University teaching hospital tends to grow:
Comfort with complexity
Strange cases, multi-disciplinary patients, zebras.
Didactic and bedside teaching skills
Explaining, questioning, giving feedback.
Academic identity
Comfort with reading, writing, critiquing research.
System navigation
Dealing with layers of policy, committees, and institutional politics.
But may under-develop:
Real-world efficiency in a high-throughput referral setting.
Comfort discussing money and value with clients.
Longitudinal relationships with owners and referring vets.
Private specialist practice tends to grow:
Speed, efficiency, and prioritization
Getting things done in real time, every day.
Client communication in a market context
Estimates, value, expectations, conflict management.
Business awareness
Staffing, scheduling, marketing, financial realities of specialty care.
Longitudinal care
Follow-up, continuity, reputation with referring vets.
But may under-develop:
Teaching skills and comfort with novice learners.

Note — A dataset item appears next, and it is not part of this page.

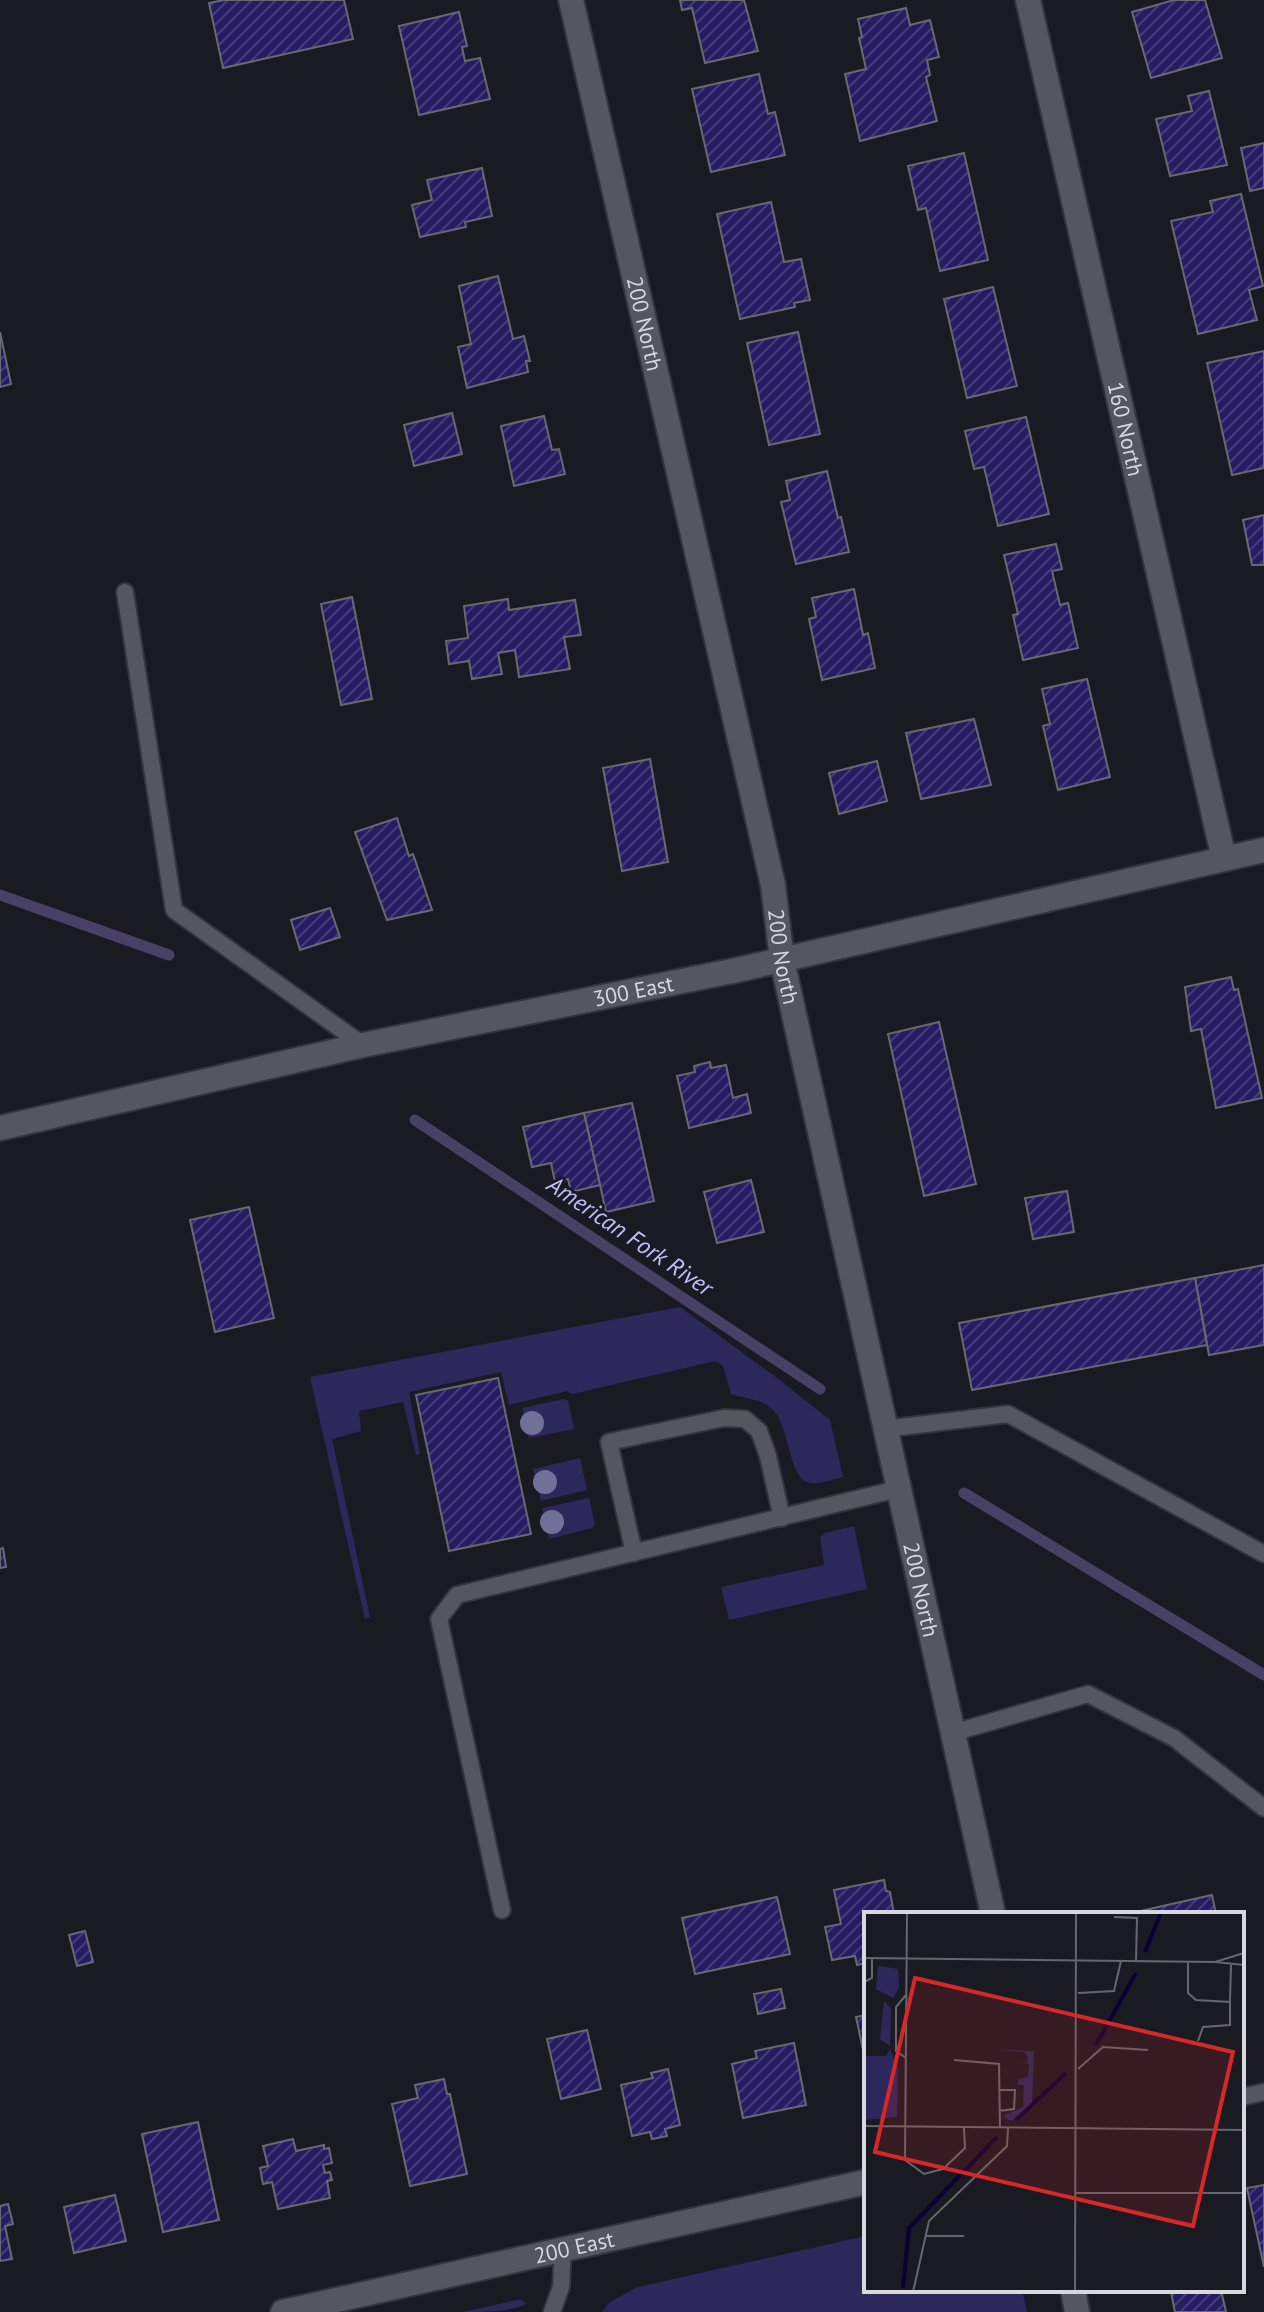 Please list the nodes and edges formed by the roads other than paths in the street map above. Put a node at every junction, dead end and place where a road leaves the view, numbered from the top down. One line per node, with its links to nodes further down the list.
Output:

Protected scholarly activity and research literacy.
Exposure to rare, complex, or low-income cases that don’t make it into private referral hospitals.
What Each Can Learn from the Other
If we name the quiet crisis for residents in both settings, some clear possibilities emerge.
University teaching hospitals could borrow from private practice by:
Honoring efficiency and time-management as legitimate learning goals
Normalizing open discussions about money, value, and access to care
Providing more longitudinal experiences, not just one-off tertiary referrals
Private specialist practices could borrow from universities by:
Building simple, regular teaching structures (mini-rounds, weekly case reviews) even without students
Protecting a small amount of non-clinical time for reading, board prep, or research projects
Explicitly defining mentorship responsibilities instead of relying on osmosis
Most importantly, both settings could:
Make the resident’s learner identity explicit and protected
Encourage vulnerability and questions rather than punishing them
Treat emotional well being as a precondition for good medicine, not an optional add-on
Rick’s Commentary
In the end, the veterinary resident stands at the same crossroads in both worlds.
In the university hospital, the risk is being drowned in complexity and competing missions, losing sight of themselves as a person.
In private specialist practice, the risk is being absorbed into productivity and performance, losing sight of themselves as a learner.
The task for mentors, institutions, and the residents themselves, is to hold onto a simple truth:
A residency, wherever it happens,
should not just produce someone who can do the work.
It should shape someone who knows why they do it,
how they want to do it,
and who they refuse to become along the way.